Your task - Each line containing the string "Macapá" should be copied out of the entries.

────────────────────────────────────────

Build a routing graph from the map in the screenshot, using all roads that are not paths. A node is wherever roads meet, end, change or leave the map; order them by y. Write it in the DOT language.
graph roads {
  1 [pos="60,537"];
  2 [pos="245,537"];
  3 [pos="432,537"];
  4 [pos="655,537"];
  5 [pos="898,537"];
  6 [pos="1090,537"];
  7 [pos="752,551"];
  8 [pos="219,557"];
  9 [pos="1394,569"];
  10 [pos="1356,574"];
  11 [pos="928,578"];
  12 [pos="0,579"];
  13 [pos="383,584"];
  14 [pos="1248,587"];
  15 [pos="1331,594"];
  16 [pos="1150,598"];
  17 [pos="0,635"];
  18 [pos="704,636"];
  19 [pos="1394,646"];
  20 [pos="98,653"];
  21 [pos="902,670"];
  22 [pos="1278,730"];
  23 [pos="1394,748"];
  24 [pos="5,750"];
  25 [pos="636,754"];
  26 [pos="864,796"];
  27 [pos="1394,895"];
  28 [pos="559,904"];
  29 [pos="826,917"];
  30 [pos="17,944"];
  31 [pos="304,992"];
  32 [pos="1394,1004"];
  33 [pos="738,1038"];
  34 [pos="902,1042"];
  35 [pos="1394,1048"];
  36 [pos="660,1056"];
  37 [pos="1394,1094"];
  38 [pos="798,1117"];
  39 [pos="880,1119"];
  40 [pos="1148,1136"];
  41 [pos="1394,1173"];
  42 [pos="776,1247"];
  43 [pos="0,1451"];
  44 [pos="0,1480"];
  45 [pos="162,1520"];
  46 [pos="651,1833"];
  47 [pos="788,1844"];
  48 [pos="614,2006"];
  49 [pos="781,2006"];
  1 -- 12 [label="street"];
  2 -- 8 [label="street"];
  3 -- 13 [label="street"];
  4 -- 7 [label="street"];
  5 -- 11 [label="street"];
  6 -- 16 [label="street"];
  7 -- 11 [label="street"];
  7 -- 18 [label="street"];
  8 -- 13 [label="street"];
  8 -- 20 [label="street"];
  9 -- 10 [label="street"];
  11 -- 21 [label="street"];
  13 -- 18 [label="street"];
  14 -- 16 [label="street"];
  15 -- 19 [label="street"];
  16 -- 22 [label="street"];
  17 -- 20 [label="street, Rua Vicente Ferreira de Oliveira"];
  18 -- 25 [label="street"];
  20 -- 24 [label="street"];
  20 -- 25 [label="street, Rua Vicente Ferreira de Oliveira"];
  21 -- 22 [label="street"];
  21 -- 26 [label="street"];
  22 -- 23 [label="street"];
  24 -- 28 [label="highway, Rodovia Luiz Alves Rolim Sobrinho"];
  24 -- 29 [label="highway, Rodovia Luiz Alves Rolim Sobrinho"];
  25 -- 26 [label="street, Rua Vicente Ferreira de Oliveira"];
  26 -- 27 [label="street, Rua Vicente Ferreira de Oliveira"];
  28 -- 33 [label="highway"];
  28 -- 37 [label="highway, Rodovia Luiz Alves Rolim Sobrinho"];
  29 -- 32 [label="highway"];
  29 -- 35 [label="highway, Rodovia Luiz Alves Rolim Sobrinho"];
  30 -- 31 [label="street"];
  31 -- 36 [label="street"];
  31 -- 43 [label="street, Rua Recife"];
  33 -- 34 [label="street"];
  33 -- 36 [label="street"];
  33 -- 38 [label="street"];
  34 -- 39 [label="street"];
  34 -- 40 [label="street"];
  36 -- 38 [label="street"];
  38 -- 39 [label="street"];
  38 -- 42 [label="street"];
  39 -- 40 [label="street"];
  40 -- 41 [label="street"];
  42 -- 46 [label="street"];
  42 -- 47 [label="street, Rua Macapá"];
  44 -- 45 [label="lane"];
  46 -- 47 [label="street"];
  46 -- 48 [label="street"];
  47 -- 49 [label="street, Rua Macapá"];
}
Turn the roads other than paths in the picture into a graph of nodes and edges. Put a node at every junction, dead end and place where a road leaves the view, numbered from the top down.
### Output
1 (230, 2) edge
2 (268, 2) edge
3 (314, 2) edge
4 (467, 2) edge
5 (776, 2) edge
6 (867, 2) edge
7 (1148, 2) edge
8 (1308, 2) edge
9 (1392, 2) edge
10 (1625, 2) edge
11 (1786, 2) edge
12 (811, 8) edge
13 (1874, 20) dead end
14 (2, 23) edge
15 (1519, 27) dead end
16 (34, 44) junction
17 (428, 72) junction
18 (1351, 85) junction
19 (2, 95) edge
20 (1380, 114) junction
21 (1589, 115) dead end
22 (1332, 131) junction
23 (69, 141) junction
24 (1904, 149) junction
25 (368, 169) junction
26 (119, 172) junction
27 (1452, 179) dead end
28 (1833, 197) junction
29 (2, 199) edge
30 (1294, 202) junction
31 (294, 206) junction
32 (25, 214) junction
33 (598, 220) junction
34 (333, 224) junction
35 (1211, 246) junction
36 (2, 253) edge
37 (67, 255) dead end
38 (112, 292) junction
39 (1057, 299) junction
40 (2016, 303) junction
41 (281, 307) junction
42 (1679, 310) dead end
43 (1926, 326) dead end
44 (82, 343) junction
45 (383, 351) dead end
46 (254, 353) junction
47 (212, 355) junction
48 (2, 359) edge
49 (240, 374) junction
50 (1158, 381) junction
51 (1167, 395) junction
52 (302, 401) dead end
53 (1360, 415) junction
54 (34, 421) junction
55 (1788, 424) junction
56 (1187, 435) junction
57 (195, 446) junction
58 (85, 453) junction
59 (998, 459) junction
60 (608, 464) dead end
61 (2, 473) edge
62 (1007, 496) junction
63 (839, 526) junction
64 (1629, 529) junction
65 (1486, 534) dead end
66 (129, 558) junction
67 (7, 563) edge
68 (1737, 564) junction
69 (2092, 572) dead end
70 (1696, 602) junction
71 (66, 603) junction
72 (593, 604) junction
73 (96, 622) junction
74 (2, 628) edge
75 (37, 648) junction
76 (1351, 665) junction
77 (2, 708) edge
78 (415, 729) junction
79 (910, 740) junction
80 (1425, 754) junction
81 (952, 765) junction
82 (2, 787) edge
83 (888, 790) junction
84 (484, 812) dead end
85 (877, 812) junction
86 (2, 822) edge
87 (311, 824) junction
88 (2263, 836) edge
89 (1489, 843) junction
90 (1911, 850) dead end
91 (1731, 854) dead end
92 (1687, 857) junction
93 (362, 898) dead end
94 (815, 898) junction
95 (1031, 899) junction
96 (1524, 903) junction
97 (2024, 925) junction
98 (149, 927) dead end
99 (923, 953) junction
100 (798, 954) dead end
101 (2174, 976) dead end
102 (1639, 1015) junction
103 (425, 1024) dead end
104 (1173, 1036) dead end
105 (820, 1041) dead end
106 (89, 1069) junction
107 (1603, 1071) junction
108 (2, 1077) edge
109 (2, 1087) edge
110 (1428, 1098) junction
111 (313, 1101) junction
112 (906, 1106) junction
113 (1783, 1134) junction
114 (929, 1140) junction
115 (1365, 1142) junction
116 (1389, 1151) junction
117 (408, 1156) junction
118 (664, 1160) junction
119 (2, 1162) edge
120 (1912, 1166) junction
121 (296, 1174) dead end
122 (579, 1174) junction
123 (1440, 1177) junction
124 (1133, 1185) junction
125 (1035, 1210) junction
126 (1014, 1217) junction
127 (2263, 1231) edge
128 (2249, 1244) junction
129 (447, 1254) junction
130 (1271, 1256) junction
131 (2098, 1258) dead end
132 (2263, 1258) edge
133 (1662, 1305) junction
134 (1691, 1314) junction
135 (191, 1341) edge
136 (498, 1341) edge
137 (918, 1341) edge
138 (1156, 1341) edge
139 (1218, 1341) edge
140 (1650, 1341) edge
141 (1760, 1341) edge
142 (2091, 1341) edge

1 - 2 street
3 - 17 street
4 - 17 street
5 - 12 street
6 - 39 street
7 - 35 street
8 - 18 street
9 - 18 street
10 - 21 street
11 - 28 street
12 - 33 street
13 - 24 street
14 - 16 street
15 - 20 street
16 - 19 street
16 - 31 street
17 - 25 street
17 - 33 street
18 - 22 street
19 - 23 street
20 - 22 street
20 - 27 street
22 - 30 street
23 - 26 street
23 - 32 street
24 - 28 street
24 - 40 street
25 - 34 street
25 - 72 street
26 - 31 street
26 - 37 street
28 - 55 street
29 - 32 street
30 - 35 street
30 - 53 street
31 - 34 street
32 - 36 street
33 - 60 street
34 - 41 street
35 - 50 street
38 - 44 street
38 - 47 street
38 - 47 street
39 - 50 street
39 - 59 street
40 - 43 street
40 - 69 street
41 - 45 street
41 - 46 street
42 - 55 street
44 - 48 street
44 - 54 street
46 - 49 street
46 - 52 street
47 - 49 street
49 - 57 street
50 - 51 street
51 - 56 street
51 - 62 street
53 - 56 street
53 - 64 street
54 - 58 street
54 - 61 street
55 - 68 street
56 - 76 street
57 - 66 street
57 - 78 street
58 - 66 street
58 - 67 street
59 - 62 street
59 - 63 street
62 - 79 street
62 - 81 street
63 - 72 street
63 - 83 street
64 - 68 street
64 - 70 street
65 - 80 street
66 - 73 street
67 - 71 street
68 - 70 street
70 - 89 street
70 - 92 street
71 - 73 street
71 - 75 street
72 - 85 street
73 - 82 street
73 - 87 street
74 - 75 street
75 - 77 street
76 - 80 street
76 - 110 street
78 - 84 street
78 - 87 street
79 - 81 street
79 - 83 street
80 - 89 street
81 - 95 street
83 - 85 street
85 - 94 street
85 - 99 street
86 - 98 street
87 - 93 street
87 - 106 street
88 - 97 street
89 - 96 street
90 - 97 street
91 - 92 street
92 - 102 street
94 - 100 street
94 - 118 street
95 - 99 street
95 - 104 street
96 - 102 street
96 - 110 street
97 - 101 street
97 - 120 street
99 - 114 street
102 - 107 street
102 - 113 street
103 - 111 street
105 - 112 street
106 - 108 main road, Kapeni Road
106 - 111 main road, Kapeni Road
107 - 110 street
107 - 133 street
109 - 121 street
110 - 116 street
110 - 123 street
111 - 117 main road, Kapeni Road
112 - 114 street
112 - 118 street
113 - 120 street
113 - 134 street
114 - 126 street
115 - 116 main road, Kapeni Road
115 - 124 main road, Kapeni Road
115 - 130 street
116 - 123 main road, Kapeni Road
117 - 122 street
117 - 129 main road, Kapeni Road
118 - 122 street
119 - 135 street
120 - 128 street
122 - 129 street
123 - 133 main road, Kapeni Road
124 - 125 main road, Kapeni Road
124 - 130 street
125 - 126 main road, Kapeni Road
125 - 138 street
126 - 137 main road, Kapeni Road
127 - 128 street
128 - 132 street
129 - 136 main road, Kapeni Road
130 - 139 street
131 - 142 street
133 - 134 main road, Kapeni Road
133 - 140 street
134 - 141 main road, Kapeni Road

────────────────────────────────────────

Task response -
  42 -- 47 [label="street, Rua Macapá"];
  47 -- 49 [label="street, Rua Macapá"];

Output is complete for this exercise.